A short if not so sweet answer.
Studying him for a second, I was entranced by the length of his lashes and the way they brushed the upper curve of his cheekbones. If a man could be pretty, Nestor was close to that. I thought the only thing that saved him was the bump in his nose, which had obviously been broken several times.
Even as I wondered if that injury came from his parents’ fists or the boys here, I stated, “When do you leave?”
“Two weeks’ time.”
I bit my lip, trying not to be hurt that I hadn’t been invited along. Everything had changed since Dre had woken up, and I felt horrible even thinking that but it was the truth.
With his attention on the fight between Stefan and a guy called Tarick, who was built like a bull, I stepped away from the ring and headed out of the gym. I’d already worked out, so my suffering was done for the day. At least, I figured as much. I was sure someone else would tell me to slave away on the treadmill for another thirty minutes, but I preferred to walk around the grounds rather than be stuck inside watching grown men trying to make each other bleed.
The fighting was one of the reasons I subconsciously called them boys. Where it mattered, they weren’t grown up.
My mother had always said that at fourteen, I had more sense than my nineteen-year-old brother, and now that I was a little older with more sense than back then, I realized the same fit with the boys around me.
Slipping outside wasn’t difficult. We weren’t locked inside, after all, but I always felt like I was being duplicitous. Back at the compound, we were allowed only within allotted zones, and where the forest was concerned, we weren’t allowed anywhere near it even if, some days, I thought I’d sell my soul to be able to walk through those woods without anyone watching me—to be free, to be able to reveal my expression to the universe and not have to hide every last detail that made me me .
The thought had tears pricking my eyes as memories assailed me. I thought of the compound often, but never my family, and my biggest source of upset was that I didn’t miss them.
At all.
It was a joy to be here. So much so that it was hard to remember I was different. That this couldn’t be my home.
The thought had me curling my hands into fists so I could feel the prick of my nails against my palms.
“You going to punch that tree?”
I shot around and scowled at the boy who had obviously followed me from the gym. “What is it with you guys? You’re always trying to make me jump or something.”
Frazer shrugged. “It’s hard to talk to you when you’re not with the others.”

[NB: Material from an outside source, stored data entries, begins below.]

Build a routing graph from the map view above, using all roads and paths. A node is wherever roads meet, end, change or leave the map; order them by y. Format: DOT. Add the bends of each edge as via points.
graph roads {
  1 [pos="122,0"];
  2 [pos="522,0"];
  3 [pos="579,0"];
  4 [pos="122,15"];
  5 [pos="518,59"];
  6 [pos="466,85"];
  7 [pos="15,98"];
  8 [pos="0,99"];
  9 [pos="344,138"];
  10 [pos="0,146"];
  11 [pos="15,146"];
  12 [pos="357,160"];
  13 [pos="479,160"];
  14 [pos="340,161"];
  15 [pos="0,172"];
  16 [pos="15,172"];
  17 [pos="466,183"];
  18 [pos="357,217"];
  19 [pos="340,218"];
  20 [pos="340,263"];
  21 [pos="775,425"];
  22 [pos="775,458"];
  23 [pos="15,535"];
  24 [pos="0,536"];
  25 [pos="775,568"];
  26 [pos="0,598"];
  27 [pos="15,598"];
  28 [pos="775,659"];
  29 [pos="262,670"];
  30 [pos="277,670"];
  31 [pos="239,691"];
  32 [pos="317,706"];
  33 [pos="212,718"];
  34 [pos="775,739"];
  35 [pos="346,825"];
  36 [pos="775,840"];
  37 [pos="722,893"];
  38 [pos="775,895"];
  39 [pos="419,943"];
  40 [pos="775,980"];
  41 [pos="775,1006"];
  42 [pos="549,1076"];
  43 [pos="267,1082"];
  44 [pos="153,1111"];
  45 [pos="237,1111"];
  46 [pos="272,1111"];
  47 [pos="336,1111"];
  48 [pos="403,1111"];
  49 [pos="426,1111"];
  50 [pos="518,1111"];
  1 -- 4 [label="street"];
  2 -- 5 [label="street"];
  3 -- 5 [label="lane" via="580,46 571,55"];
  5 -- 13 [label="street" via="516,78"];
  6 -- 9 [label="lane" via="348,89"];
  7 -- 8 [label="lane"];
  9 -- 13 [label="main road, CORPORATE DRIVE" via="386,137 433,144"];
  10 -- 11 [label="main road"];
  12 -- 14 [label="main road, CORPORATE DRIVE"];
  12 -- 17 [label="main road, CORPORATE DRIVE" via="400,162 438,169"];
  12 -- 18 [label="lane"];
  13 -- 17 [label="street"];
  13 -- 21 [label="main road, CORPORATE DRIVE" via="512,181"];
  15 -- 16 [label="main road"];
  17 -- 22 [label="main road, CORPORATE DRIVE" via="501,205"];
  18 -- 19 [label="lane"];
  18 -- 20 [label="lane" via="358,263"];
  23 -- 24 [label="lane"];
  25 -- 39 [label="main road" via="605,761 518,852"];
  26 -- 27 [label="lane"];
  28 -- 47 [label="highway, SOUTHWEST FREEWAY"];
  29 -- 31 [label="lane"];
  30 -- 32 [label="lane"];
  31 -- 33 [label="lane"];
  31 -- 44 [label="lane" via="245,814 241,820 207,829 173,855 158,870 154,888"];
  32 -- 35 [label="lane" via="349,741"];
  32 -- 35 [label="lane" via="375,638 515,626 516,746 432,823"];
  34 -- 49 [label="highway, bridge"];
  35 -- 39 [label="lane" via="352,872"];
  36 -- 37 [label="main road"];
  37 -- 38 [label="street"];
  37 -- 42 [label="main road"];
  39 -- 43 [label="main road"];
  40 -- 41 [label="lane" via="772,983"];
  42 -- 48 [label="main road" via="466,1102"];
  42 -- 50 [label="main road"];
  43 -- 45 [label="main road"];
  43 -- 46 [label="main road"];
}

The others. I snorted. That was a nice, non-volatile way of describing their enemies.
I’d always thought the word nemesis was a tad strong, but Frazer’s three and my four loathed each other enough to be considered nemeses .

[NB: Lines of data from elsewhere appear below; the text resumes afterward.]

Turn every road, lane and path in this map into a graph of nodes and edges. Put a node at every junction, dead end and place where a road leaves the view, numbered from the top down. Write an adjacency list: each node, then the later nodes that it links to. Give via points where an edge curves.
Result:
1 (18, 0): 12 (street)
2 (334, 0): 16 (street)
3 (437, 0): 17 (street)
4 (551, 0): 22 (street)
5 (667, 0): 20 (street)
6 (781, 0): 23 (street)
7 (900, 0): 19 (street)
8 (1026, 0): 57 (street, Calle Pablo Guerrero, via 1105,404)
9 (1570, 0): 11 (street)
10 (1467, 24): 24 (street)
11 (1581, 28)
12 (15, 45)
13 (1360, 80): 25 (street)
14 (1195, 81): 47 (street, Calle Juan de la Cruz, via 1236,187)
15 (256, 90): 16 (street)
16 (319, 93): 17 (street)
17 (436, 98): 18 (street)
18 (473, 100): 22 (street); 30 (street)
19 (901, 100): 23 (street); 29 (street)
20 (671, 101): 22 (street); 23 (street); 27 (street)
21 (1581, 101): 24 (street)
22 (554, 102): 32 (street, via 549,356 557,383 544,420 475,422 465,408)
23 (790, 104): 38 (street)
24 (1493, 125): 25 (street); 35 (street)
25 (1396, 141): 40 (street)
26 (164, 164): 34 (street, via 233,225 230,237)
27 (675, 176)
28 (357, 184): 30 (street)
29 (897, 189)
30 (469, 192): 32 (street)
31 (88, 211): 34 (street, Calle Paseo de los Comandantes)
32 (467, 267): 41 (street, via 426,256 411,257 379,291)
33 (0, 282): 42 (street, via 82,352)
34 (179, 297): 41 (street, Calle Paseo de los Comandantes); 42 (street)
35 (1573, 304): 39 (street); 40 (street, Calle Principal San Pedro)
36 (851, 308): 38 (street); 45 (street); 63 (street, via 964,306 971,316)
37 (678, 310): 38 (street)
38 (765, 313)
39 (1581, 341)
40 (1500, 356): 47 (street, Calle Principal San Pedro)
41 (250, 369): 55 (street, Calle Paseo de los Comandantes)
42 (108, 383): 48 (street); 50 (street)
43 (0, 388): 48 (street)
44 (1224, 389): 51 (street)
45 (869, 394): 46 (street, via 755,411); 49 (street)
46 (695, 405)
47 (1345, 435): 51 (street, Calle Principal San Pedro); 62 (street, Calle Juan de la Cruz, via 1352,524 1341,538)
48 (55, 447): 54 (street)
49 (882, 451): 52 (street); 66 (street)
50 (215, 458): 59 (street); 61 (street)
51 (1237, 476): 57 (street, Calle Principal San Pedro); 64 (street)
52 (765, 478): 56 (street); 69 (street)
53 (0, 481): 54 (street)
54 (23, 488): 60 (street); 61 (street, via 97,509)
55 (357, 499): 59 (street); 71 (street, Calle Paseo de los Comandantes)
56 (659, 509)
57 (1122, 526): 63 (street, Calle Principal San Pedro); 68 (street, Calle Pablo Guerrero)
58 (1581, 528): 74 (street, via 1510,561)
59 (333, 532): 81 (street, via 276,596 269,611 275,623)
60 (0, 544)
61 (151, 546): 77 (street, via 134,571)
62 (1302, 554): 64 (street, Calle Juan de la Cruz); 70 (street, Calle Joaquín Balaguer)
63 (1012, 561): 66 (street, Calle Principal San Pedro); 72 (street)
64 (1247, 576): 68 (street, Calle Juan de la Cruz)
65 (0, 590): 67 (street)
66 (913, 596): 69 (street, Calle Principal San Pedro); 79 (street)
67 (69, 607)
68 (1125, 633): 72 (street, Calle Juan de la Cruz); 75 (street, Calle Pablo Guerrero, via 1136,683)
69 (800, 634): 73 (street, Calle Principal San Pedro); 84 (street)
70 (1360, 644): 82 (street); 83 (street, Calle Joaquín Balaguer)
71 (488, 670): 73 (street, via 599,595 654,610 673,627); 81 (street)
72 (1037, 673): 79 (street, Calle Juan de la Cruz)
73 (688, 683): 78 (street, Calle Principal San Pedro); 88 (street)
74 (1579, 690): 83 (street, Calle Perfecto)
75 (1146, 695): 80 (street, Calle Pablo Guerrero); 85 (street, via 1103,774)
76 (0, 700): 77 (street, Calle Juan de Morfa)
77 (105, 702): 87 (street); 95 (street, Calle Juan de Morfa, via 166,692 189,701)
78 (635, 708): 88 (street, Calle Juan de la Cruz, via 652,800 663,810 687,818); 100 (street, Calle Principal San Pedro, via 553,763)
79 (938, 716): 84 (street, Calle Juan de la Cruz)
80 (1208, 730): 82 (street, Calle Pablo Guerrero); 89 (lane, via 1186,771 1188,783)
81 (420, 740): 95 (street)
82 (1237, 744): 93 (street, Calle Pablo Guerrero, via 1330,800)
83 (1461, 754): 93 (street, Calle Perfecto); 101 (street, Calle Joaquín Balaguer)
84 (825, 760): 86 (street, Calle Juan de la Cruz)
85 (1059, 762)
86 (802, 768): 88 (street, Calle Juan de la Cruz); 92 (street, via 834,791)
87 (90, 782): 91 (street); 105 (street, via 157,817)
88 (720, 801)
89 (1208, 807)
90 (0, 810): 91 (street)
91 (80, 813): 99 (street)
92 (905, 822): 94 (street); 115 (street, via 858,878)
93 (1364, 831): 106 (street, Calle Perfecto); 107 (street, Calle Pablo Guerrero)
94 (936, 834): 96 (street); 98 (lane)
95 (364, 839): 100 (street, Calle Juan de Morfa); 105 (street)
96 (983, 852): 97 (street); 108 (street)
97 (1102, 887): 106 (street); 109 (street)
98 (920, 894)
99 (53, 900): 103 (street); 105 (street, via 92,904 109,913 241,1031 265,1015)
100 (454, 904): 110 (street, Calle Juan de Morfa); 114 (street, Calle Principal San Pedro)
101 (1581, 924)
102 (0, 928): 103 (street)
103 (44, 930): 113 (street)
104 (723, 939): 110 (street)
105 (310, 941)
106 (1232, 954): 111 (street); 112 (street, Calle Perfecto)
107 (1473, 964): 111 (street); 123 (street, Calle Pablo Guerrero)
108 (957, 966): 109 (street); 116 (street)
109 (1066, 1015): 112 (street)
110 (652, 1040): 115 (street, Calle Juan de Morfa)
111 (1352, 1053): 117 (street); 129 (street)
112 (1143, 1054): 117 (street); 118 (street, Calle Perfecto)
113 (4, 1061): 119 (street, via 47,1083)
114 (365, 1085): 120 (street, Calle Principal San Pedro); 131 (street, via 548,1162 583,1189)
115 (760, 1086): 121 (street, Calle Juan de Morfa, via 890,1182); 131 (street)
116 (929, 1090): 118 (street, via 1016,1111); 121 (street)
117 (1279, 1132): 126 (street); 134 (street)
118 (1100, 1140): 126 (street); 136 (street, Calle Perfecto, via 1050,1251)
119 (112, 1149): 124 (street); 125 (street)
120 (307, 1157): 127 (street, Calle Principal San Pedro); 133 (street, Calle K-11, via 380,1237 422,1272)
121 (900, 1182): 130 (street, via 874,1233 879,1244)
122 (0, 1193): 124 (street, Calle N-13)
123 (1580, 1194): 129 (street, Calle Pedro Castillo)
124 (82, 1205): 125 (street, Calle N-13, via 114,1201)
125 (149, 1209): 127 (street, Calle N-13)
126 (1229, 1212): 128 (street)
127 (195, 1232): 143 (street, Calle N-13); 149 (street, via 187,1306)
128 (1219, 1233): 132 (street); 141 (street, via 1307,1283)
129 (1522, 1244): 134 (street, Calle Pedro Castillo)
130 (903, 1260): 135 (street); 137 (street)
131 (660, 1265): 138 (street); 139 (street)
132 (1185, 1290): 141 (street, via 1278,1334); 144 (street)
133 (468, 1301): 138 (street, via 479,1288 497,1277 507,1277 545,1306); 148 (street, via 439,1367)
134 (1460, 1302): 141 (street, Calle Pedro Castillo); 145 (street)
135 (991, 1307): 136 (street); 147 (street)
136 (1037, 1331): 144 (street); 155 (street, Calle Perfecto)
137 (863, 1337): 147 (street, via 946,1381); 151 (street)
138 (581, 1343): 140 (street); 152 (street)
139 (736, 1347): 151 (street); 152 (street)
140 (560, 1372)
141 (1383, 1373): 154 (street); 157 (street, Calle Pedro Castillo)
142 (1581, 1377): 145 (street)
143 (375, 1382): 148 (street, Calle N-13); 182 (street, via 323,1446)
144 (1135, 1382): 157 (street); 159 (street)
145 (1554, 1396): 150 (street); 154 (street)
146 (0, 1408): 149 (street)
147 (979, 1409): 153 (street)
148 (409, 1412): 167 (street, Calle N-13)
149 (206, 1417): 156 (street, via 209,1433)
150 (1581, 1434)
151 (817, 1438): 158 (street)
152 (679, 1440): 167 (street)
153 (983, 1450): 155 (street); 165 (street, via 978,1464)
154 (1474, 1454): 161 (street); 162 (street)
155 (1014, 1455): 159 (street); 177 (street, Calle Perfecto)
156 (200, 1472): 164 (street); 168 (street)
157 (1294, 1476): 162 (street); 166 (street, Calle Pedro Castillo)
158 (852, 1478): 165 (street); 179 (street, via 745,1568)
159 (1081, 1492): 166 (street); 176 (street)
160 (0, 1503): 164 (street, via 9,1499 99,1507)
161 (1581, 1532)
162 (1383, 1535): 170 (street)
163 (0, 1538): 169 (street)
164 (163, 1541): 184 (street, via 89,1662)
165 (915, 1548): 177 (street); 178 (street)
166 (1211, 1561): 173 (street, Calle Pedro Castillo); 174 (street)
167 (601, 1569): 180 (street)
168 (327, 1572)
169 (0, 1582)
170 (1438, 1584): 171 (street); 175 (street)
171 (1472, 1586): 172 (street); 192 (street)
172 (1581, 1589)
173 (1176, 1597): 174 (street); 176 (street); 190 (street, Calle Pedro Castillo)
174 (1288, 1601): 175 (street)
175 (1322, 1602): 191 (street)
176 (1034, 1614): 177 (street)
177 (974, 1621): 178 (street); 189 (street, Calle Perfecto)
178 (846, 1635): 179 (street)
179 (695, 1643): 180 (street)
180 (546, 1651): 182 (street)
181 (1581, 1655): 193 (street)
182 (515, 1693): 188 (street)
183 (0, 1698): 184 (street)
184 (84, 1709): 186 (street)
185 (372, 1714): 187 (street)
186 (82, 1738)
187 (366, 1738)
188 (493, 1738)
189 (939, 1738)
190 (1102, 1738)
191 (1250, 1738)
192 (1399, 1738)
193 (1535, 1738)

Well, I didn’t have four. Not when Dre disliked me so much, but the others felt like mine.
Sort of.
Another pang to my chest had me blinking up at Frazer. He had black hair and bright blue eyes. His skin was white, like alabaster it was so pure, and his jaw reminded me of granite. He had the jaw of a man whom you wouldn’t want to punch. Not unless you really wanted to have a broken wrist, at least.
“What are you doing out here?” I demanded and surprised myself yet again by not feeling any fear.
Once upon a time, I would have been nervous. Concerned at being away from everyone else, on my own with only a man at my side.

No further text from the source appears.